Jennifer Brozek | All posts tagged 'writer advice'

Not Being One of Those Authors

I was talking with Todd Gallowglas of the Genre Underground and he asked me how I advertise my books while not being annoying. The truth is, I’m not sure if I’m being annoying or not. But I do know none of my friends have pulled me aside to say, “Uh, Jenn, enough with the selling.” So, I must be doing something right. Here are some of the things I do:

Use social media with a personal touch – Twitter, Facebook, blogging, LiveJournal, GoodReads, etc. Be a real person on the social media of your choice. By this I mean, be personable. Talk about other things going on in your life. Yes, talk about writing and your books.
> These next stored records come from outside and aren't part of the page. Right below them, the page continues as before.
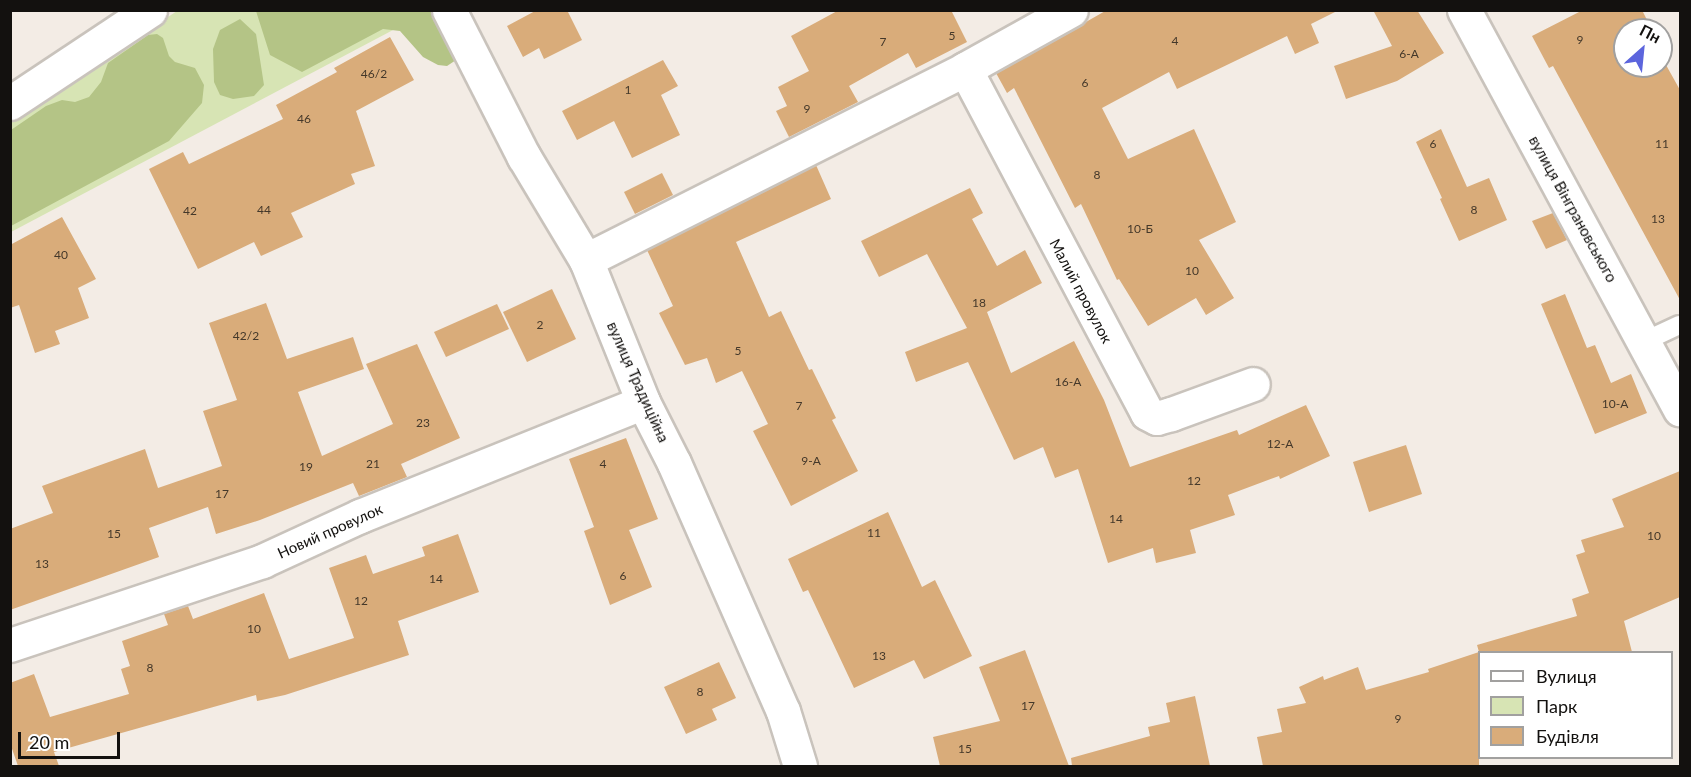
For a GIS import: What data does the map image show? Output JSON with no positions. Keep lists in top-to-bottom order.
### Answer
{
  "streets": {
    "street": [
      "вулиця Вінграновського",
      "Малий провулок",
      "вулиця Традиційна",
      "Новий провулок"
    ]
  },
  "crossings": [
    ["вулиця Традиційна", "Новий провулок"]
  ],
  "house_numbers": [
    "5",
    "9",
    "4",
    "7",
    "6-А",
    "46/2",
    "6",
    "1",
    "9",
    "46",
    "6",
    "11",
    "8",
    "44",
    "8",
    "42",
    "13",
    "10-Б",
    "40",
    "10",
    "18",
    "2",
    "42/2",
    "5",
    "16-А",
    "10-А",
    "7",
    "23",
    "12-А",
    "9-А",
    "21",
    "4",
    "19",
    "12",
    "17",
    "14",
    "11",
    "15",
    "10",
    "13",
    "6",
    "14",
    "12",
    "10",
    "13",
    "8",
    "8",
    "17",
    "9",
    "15"
  ],
  "legend": ["Вулиця", "Парк", "Будівля"],
  "scale_bar": "20 m",
  "north": "top right"
}
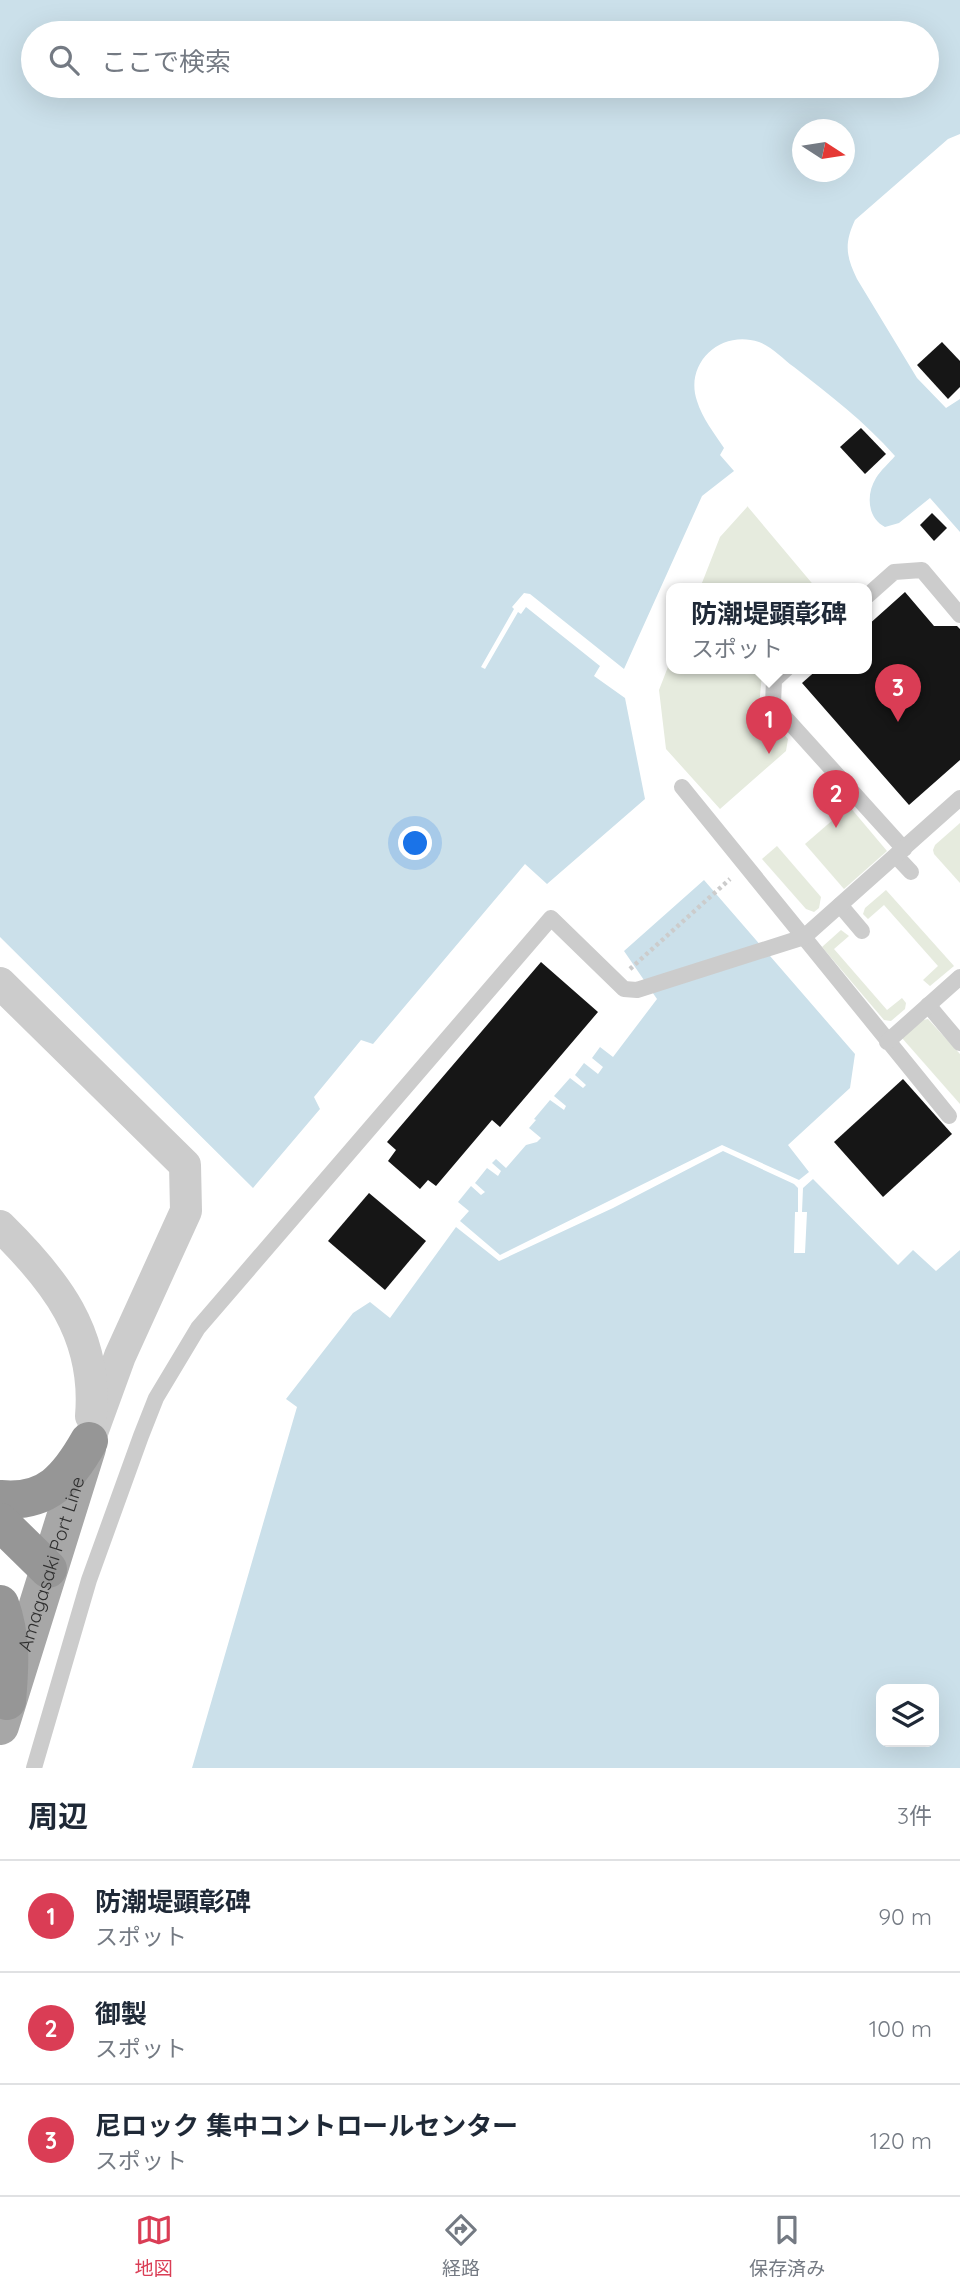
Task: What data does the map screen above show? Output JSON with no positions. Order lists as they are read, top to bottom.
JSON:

Don’t forget the links to where to buy them but, overall, social media is about being social, not selling.

Participate in social media opportunities – This could be a Twitter chat. Or a blog interview. Or GoodReads giveaway. When given the opportunity to talk about yourself and your work by someone else in a finite, limited way, do it. And then give the readers something more than “this book is awesome.” Tell them about how you made it awesome. Or how your cat’s antics gave you the idea. Or a tip about working to your full potential.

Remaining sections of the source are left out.